Imagine a conference room in Bangkok during the summer of 2024, complete with ceiling fans, long tables, and almost 400 academics, researchers, and policymakers who have come from all over the world with the somewhat stubborn belief that most governments spend the least amount of money on the most important years of a person’s life. There was something about the discussions at the 76th World Assembly of the World Organization for Early Childhood Education (OMEP) that felt less like scholarly discourse and more like a group of people’s frustrations finding a formal outlet.
OMEP is not a brand-new company. It was established in 1948, the same year as the Universal Declaration of Human Rights, and has spent the majority of the modern era working in more than 60 countries to protect young children’s rights and encourage governments to view pre-primary education as more of a necessity than a luxury. Though it’s unclear if this speaks more to the complexity of the issue or the governments’ obstinacy, the fact that it still has to make the same arguments in 2024 says something.

Bangkok’s numbers were startling. In nations where data are available, about 30% of children are not developing normally. In fact, pre-primary enrollment decreased from 75% to 72% between 2020 and 2023 for at least a year of structured education prior to the start of primary school. Just 57% of early childhood educators in low-income nations have formal training. Researchers estimate that the world needs at least six million more qualified early childhood educators by 2030 in order to close the gap. Six million.

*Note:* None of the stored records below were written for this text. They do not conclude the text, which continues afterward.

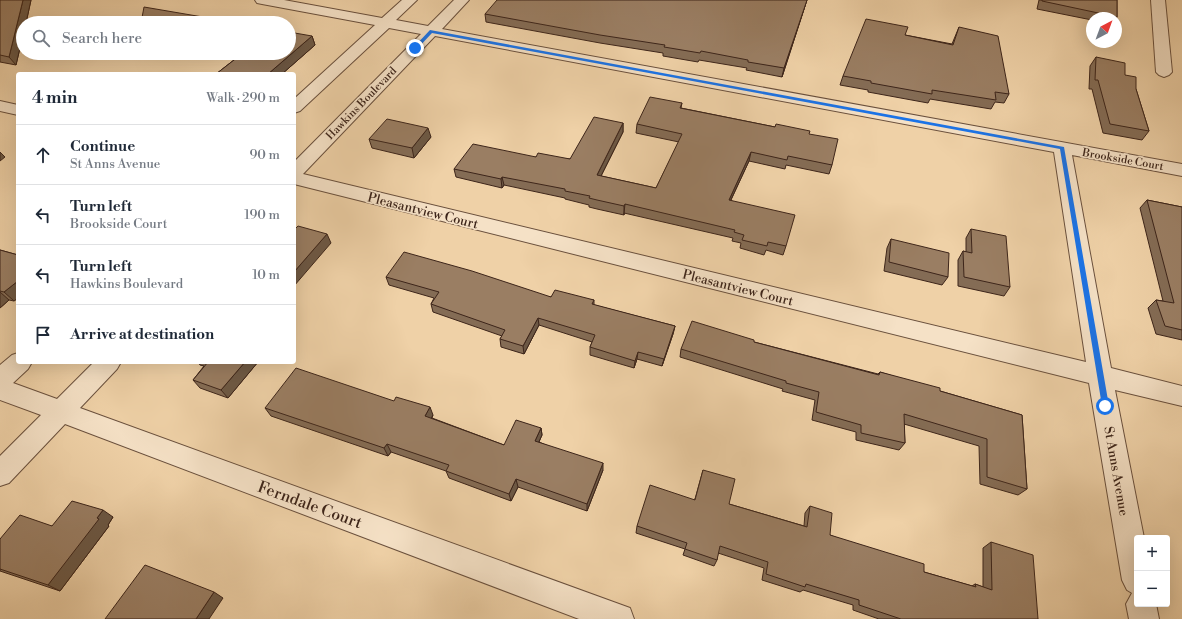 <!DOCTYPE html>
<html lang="en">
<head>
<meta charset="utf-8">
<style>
	body { margin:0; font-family:"Libre Bodoni",serif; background:#f6f6f7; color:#1f2937 }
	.controls { position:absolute; right:12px; bottom:12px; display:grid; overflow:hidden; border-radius:4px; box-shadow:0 4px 16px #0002 }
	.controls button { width:36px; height:36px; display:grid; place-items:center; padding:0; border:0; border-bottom:1px solid #e0e1e3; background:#fff; color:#1f2937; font:20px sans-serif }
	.compass { position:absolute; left:1086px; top:12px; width:36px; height:36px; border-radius:50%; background:#fff; box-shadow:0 4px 16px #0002; rotate:41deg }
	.stop { position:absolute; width:12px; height:12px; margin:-9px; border:3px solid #1a73e8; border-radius:50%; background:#fff }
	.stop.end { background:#1a73e8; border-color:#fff; box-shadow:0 1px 4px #0008 }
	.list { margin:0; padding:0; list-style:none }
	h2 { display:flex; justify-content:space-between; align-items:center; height:52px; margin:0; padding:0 16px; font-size:17px }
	h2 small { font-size:13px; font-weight:400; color:#747a83 }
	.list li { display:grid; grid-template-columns:26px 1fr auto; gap:12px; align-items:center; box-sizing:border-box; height:60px; padding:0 16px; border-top:1px solid #e0e1e3 }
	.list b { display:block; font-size:15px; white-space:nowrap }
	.list p { margin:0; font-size:13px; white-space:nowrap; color:#747a83 }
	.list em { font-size:13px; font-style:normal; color:#747a83 }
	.icon { flex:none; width:22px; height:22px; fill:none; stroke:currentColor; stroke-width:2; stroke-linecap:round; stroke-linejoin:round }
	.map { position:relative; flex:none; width:1182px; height:619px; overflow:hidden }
	.search { position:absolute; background:#fff; box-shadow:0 4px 16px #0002; left:16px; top:16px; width:280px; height:44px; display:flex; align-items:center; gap:10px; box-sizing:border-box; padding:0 14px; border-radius:22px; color:#747a83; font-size:15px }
	.panel { position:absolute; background:#fff; box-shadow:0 4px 16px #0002; left:16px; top:72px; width:280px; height:292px; border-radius:4px }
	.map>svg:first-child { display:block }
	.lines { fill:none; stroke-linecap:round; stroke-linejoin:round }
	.minor-casing { stroke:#6a503d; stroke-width:2 }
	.minor { fill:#f5e1c6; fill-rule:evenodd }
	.wall { fill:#846c55; stroke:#3d251a }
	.shaded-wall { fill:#6c5845; stroke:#3d251a }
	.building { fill:#9a7e63; stroke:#3d251a }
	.route { fill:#1a73e8 }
	.labels { text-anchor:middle; stroke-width:3.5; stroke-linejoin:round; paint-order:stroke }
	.far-street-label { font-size:11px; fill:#3d251a; stroke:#f5e1c6 }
	.street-label { font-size:13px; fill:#3d251a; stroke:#f5e1c6 }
	.near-street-label { font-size:16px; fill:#3d251a; stroke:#f5e1c6 }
</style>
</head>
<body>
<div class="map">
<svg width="1182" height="619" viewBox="0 0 1182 619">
	<rect width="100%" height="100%" fill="#efd1a7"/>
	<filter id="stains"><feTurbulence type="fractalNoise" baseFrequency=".005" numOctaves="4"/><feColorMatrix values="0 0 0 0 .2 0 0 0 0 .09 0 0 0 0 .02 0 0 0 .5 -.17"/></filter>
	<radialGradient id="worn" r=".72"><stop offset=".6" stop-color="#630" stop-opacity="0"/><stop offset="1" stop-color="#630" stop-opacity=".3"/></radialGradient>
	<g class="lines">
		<defs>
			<g id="minor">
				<path d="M 255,0 L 284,0 L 382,18 L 402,0 L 417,0 L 396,20 L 428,26 L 454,0 L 469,0 L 442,29 L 1182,164 L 1182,176 L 1072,155 L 1111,368 L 1182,386 L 1182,406 L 1115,390 L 1144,538 L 1137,538 L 1137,604 L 1156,604 L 1159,619 L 1129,619 L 1126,604 L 1132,593 L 1127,590 L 1122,580 L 1089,383 L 294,184 L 294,162 L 421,34 L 389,28 L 300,111 L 294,113 L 294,99 L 375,25 L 262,4 L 257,3 ZM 435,36 L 1054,152 L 1086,362 L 303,174 Z"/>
				<path d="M 1151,0 L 1165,0 L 1172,72 L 1169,75 L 1164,77 L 1159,75 L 1156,72 Z"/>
				<path d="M 0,101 L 18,105 L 18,115 L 0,111 Z"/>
				<path d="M 18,353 L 18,362 L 32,362 L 28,369 L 13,383 L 57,399 L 94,362 L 121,362 L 117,369 L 80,408 L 630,608 L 634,619 L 579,619 L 65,424 L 9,483 L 0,486 L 0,456 L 41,415 L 0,400 L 0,365 L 12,355 Z"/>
			</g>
		</defs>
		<!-- minor casing -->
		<use href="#minor" class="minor-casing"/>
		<!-- minor -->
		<use href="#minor" class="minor"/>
	</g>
	<!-- wall -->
	<g class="wall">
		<path d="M 0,0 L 31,0 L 26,23 L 23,23 L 23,35 L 16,65 L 0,62 Z"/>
		<path d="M 1039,0 L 1117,0 L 1117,17 L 1116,19 L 1116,18 L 1092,18 L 1092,20 L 1037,9 Z"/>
		<path d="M 805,6 L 782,77 L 746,70 L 747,68 L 699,60 L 698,62 L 663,56 L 663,53 L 600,43 L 486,22 L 485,14 Z"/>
		<path d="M 959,27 L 1009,94 L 1004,103 L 995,102 L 991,109 L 930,99 L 928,103 L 868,92 L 868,90 L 840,85 L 843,76 L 905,35 L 952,44 Z"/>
		<path d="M 312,36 L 315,45 L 282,74 L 216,74 L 239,56 L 225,53 L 289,53 Z"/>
		<path d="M 1096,57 L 1125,75 L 1136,89 L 1149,131 L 1142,140 L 1103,133 L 1092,89 L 1089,89 L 1090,66 Z"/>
		<path d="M 682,103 L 681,108 L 775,127 L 809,134 L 832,165 L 829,174 L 786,165 L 785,169 L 749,161 L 731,200 L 786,246 L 783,255 L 766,250 L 764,255 L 740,248 L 741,243 L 732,241 L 733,238 L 624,213 L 624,215 L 597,209 L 589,207 L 589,205 L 565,199 L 565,198 L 504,185 L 502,188 L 456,177 L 454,169 L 536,157 L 570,159 L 623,123 L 623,132 L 601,176 L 656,188 L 679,142 L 636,133 L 637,124 Z"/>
		<path d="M 431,137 L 414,158 L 372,148 L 369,139 Z"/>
		<path d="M 1147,200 L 1182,207 L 1182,340 L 1156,334 L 1148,308 L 1156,300 L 1163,301 L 1140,208 Z"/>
		<path d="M 971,229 L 1010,287 L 1004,296 L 958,286 L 958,260 L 963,251 L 966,252 L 966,238 Z"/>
		<path d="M 891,239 L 948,277 L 942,285 L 884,271 L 887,248 Z"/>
		<path d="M 0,250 L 18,255 L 18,298 L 14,301 L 9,300 L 0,308 Z"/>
		<path d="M 386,277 L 551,297 L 594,300 L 594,305 L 675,326 L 673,334 L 662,366 L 637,359 L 634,368 L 590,355 L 590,347 L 592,342 L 539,325 L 524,354 L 501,347 L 500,339 L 502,336 L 433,312 L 431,304 L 434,298 L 389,285 Z"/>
		<path d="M 754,342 L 878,374 L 880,372 L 940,391 L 1022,415 L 1027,489 L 1018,495 L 980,484 L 979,446 L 904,424 L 905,443 L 899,450 L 856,440 L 856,432 L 812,420 L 815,400 L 782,391 L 783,389 L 680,357 L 681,349 Z"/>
		<path d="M 198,362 L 258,362 L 228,398 L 200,388 L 193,380 L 204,366 L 200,365 Z"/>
		<path d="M 265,408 L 433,415 L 432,418 L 504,445 L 541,428 L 542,435 L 539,442 L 603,470 L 587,511 L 518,487 L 511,501 L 449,478 L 446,471 L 391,452 L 388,456 L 271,416 Z"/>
		<path d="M 703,470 L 729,504 L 804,526 L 805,513 L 810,506 L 830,535 L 924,572 L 972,586 L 975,584 L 983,587 L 983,548 L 991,542 L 1038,619 L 879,619 L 853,610 L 853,605 L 803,590 L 800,592 L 762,580 L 764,568 L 718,553 L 717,560 L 714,566 L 683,555 L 685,549 L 636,533 L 637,526 L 695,499 Z"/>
		<path d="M 113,517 L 108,525 L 109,526 L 60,591 L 0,571 L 0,539 L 52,526 Z"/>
	</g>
	<!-- shaded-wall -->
	<g class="shaded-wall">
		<path d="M 23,0 L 31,0 L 26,23 L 23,23 L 23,35 L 16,65 L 9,57 Z"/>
		<path d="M 807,0 L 805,6 L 782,77 L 784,68 Z"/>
		<path d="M 312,36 L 315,45 L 282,74 L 268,74 Z"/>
		<path d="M 623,123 L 623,132 L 597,184 L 597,175 Z"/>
		<path d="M 428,128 L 431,137 L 414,158 L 412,148 Z"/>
		<path d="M 0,152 L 5,157 L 0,161 Z"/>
		<path d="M 751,152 L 749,161 L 727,208 L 729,200 Z"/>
		<path d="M 502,177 L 504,185 L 502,188 L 501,179 Z"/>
		<path d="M 625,204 L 624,213 L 624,215 L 624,206 Z"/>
		<path d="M 327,234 L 331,243 L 294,286 L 294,272 Z"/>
		<path d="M 18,281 L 18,298 L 14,301 L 4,292 Z"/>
		<path d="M 0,292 L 9,300 L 0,308 Z"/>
		<path d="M 538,318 L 539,325 L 524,354 L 523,346 Z"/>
		<path d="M 675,326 L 673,334 L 662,366 L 664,359 Z"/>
		<path d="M 638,352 L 637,359 L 634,368 L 635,361 Z"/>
		<path d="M 245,362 L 258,362 L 228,398 L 221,390 Z"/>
		<path d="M 430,407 L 433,415 L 428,424 L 425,416 Z"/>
		<path d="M 541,428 L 542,435 L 536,448 L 535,441 Z"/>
		<path d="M 387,444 L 391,452 L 388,456 L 384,448 Z"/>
		<path d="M 603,463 L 603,470 L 587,511 L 587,504 Z"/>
		<path d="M 516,479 L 518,487 L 511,501 L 509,494 Z"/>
		<path d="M 103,510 L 113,517 L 108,525 L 109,526 L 60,591 L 48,585 Z"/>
		<path d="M 214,592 L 223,598 L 209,619 L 196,619 Z"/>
	</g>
	<!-- building -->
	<g class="building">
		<path d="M 0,0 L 23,0 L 9,57 L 0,55 Z"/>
		<path d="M 497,0 L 807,0 L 784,68 L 748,62 L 748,60 L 701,51 L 700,53 L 664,47 L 665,45 L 600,35 L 485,14 Z"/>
		<path d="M 1042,0 L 1117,0 L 1117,17 L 1042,1 Z"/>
		<path d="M 144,7 L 238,23 L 141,23 Z"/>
		<path d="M 866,19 L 908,27 L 905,35 L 953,45 L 959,27 L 998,36 L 1009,94 L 995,92 L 996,100 L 932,90 L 932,94 L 871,83 L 871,81 L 843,76 Z"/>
		<path d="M 289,32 L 312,36 L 268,74 L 216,74 L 243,53 L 289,53 Z"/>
		<path d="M 1096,57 L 1125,63 L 1125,75 L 1136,77 L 1136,89 L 1149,131 L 1110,124 L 1098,80 L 1095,80 Z"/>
		<path d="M 650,97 L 682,103 L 680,108 L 775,127 L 776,124 L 810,131 L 809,134 L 838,139 L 832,165 L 788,156 L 787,160 L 751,152 L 729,200 L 795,215 L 786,246 L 768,242 L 767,246 L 742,240 L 744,235 L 734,232 L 735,230 L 625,204 L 624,206 L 597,200 L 589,198 L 590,196 L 565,191 L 565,189 L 502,177 L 501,179 L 454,169 L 473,144 L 536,157 L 538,153 L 570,159 L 594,117 L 623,123 L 597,175 L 656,188 L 682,134 L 637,124 Z"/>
		<path d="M 387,119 L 428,128 L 412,148 L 369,139 Z"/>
		<path d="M 1147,200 L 1182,207 L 1182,330 L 1165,326 L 1156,300 L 1174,303 Z"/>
		<path d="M 298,226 L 327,234 L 294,272 L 294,230 Z"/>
		<path d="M 971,229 L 1006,236 L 1010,287 L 964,277 L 963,251 L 972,253 Z"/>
		<path d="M 891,239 L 949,253 L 948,277 L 889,262 Z"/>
		<path d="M 0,250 L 18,255 L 18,281 L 4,292 L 0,291 Z"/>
		<path d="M 404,252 L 472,271 L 551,297 L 555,290 L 594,300 L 592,304 L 675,326 L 664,359 L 638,352 L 635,361 L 590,347 L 595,335 L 538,318 L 523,346 L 500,339 L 505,330 L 431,304 L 439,292 L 386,277 Z"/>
		<path d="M 692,321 L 754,340 L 754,342 L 879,375 L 880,372 L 940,388 L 940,391 L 1022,415 L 1027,489 L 987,477 L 987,439 L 904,414 L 905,443 L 861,433 L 861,425 L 816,412 L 819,392 L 786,383 L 786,381 L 681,349 Z"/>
		<path d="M 208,362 L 245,362 L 221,390 L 193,380 Z"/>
		<path d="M 296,368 L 394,401 L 396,397 L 430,407 L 425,416 L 504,445 L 516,420 L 541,428 L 535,441 L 603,463 L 587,504 L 516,479 L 509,494 L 446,471 L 449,465 L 387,444 L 384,448 L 265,408 Z"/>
		<path d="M 703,470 L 735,479 L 729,504 L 807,527 L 810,506 L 832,513 L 830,535 L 924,564 L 924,572 L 976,587 L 975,584 L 992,590 L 991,542 L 1033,555 L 1038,619 L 901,619 L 859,605 L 859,600 L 806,584 L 805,587 L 766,574 L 768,562 L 720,546 L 717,560 L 685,549 L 687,543 L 637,526 L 650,485 L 695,500 Z"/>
		<path d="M 72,501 L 103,510 L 97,518 L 99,519 L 48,585 L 0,569 L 0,539 L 20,515 L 52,526 Z"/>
		<path d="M 145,565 L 214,592 L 196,619 L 105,619 Z"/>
	</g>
	<!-- route -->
	<path class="route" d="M 430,30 L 1064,147 L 1109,406 L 1108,409 L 1105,410 L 1102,406 L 1060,149 L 432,33 L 417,49 L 414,49 L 414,47 Z"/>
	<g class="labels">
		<!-- far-street labels -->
		<g class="far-street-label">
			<text transform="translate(361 103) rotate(-46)" y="4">Hawkins Boulevard</text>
			<text transform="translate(1123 159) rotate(10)" y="4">Brookside Court</text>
		</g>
		<!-- street labels -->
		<g class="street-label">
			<text transform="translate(423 210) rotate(14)" y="5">Pleasantview Court</text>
			<text transform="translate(738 287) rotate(14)" y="5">Pleasantview Court</text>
			<text transform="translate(1117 471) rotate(80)" y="5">St Anns Avenue</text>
		</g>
		<!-- near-street labels -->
		<g class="near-street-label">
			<text transform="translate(310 504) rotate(20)" y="6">Ferndale Court</text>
		</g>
	</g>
	<rect width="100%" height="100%" filter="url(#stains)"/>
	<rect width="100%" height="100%" fill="url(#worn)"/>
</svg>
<div class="controls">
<button>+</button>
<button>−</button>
</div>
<svg class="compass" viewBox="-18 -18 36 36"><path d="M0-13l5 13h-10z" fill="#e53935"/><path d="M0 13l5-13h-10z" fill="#747a83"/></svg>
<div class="stop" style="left:1105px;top:406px"></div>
<div class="stop end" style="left:415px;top:48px"></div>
<div class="search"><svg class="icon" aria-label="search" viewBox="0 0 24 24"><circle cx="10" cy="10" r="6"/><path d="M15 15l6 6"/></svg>Search here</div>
<section class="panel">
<h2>4 min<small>Walk · 290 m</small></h2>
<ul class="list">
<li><svg class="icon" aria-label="ahead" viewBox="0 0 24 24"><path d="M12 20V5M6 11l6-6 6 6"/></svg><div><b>Continue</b><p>St Anns Avenue</p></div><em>90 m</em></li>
<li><svg class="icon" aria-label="left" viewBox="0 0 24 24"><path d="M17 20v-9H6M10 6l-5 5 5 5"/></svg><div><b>Turn left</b><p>Brookside Court</p></div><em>190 m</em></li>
<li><svg class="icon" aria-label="left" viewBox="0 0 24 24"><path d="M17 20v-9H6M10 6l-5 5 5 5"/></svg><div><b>Turn left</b><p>Hawkins Boulevard</p></div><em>10 m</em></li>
<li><svg class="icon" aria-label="arrive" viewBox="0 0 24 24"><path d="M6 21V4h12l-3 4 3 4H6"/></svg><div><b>Arrive at destination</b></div></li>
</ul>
</section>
</div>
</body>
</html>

That is a structural failure disguised as a policy, not a rounding error.
In essence, what OMEP is requesting is a reordering of priorities that is politically awkward for the majority of governments. The group contends that pre-primary education should receive at least 10% of national education budgets; practically no nation currently meets this requirement, which necessitates battling for shelf space against secondary school infrastructure, university funding, and the politically visible categories of spending that win elections. Ribbon-cutting events are uncommon in early childhood programs. Twenty years later, workforce productivity data and healthcare cost reductions demonstrate the benefits—exactly the kind of return that doesn’t neatly fit into a four-year political cycle.
Observing OMEP advance this agenda gives the impression that the group is both correct and consistently ahead of political will. Children from the Nagasaki region of Japan folded origami cranes as part of peace education programs, and migrant children in Cyprus painted rights-themed artwork with a startling, unforced clarity. The Bangkok conference produced striking examples of what effective early education looks like in practice. These interventions are not abstract. Developmental science consistently demonstrates that this window of opportunity is the most consequential for young children.
The more significant obstacle that OMEP continues to face is that it is more difficult to make the case for quality rather than just access than it is for expanding the number of classrooms. In Latin America, governments spend over three dollars on children aged six to eleven for every dollar spent on a child under five. In certain locations, the infrastructure is present, but the interactions within it—the stimulation, the responsiveness, and the real level of engagement between adults and young children—frequently fall short of expectations. Constructing a daycare facility is observable and quantifiable. It is neither to teach a caregiver how to truly relate to a two-year-old. One of the more obvious conflicts in global development at the moment is the discrepancy between what is funded and what actually works.
OMEP’s efforts to establish early childhood education as a legally protected human right under international law, which were most recently advanced in Geneva in late 2025, may be the catalyst that ultimately alters the political landscape. When moral arguments were insufficient, legal accountability has advanced other issues. For the better part of eight decades, OMEP has been asking, in various forms, whether governments will accept that obligation or continue to treat it as an aspirational footnote. At the very least, it has never been more difficult to argue against the urgency.